How come the moon sometimes has a halo around it?

Remember that the highest clouds in the atmosphere are called Cirrus clouds. These clouds have refractive effects on visible light that can actually produce a pattern that appears like a halo. The angle of light incidence necessary to produce this spectacular effect is around 22 degrees.

Much smaller colored rings sometimes surround the moon also. These are not a halo but a corona produced by the diffraction of light by the water droplets of clouds. And of course moonlight can create a rainbow effect, although to the unaided eye it is usually hard to observe. Good viewing on a cold late February night.

I saw a faint rainbow, but no rain. Is this possible?

It seems like just about anything is possible when it comes to the weather.

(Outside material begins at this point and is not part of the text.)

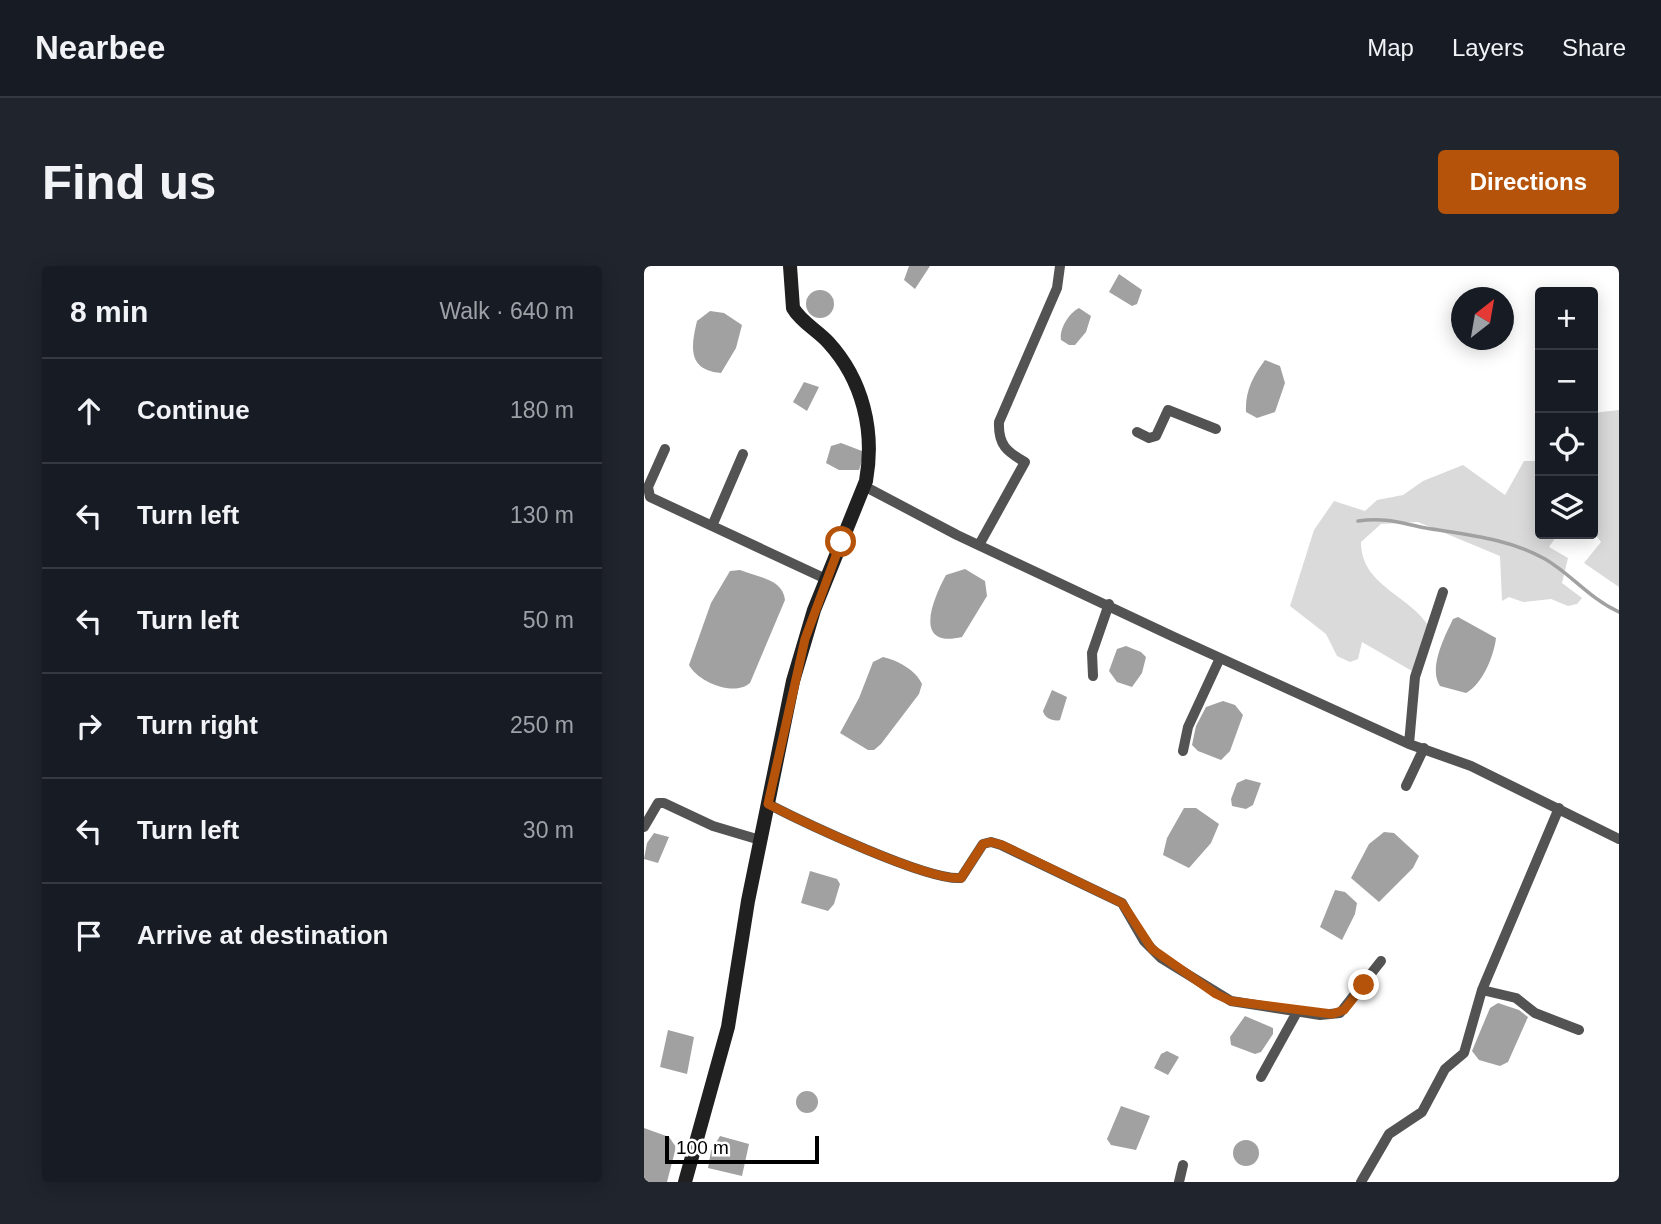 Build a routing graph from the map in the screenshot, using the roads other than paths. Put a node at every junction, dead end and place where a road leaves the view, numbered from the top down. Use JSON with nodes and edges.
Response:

Although we typically see a rainbow during a rain shower when the sun peaks through the clouds, it is possible to see a rainbow when no rain is falling. Remember a rainbow occurs when the light from the sun enters a drop of water and is bent (refracted) and reflected back to your eye. But the drop of water doesnt necessarily have to be a large raindrop; tiny droplets in a cloud can also reflect sunlight to produce a rainbow.

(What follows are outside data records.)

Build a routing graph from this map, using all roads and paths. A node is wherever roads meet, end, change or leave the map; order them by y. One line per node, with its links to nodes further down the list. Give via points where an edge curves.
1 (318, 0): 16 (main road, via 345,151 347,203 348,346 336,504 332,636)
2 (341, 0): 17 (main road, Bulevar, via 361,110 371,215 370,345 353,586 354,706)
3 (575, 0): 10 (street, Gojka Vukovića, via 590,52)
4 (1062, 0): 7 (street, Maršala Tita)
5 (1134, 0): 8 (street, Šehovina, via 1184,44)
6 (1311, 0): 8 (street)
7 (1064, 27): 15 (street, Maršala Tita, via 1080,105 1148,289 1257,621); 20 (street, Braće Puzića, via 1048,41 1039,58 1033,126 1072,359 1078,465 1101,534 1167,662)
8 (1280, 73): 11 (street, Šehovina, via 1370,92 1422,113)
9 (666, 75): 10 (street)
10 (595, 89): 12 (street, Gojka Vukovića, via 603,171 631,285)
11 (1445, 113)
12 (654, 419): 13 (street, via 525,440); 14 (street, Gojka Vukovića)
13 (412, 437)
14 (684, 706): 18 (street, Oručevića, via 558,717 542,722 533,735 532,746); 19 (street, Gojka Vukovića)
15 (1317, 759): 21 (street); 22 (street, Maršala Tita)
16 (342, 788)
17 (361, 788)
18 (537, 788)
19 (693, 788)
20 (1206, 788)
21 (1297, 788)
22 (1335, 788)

It should be noted that there may have been rain evaporating before reaching the ground.  The clouds high in the atmosphere may also be in the form of ice crystals, which can also produce a rainbow.

What is the green flash that occurs near sunset?

The green flash is an interesting and rare atmospheric phenomenon that can occur at sunset or sunrise.  If conditions are right the flash is seen for less than a second and is not always green.  At times the flash is blue.  Just as the sun sets or rises at the horizon, the upper edge of the sun can be seen. The upper or lower edge of the sun will usually take on the appearance of a green (or blue) rim that is too difficult to be seen by the human eye, unless the rest of the sun is obstructed.  When the sun breaks the horizon, and a majority of the sun is covered, the green or blue flash will be caused by the dispersion of light.

Why is the sky so blue in September?

On a clear day light entering our atmosphere collides with various particles, mainly nitrogen and oxygen. These collisions then scatter shorter wavelengths turning the skies blue.  The sky appears a deeper blue on days when there are fewer particles in the atmosphere to scatter the suns light, such as a clear day with low humidity.

On the other hand, compare that to a hot summer day when it is very humid. There are more water vapor particles for the sunlight to be reflected off of, making the sky appear milkier, or hazy.

If you have ever visited the Rocky Mountains, you may have noticed the brilliant blue skies. There is less atmosphere between the ground and the sun at higher elevations, equating to less sunlight being reflected.

What is the Aurora Borealis?

Occasionally we are treated to an amazing display in the nighttime northern sky. We are talking about the Northern Lights. Also known as the Aurora Borealis, these optical events are much more common in the northern latitudes, but during periods of high solar activity, Western New York can also experience them.

The aurora forms as highly energized particles from the sun, known as the solar wind, impacts the Earths magnetosphere. This collision moves high energy particles from the Earths magnetosphere into the Earths upper atmosphere where they excite gas atoms and molecules. The excited gases in the Earths upper atmosphere emit visible radiation and start to glow.

The best possible conditions for the aurora borealis are clear, calm, and dry nights.  Look away from any artificial light sources for best viewing.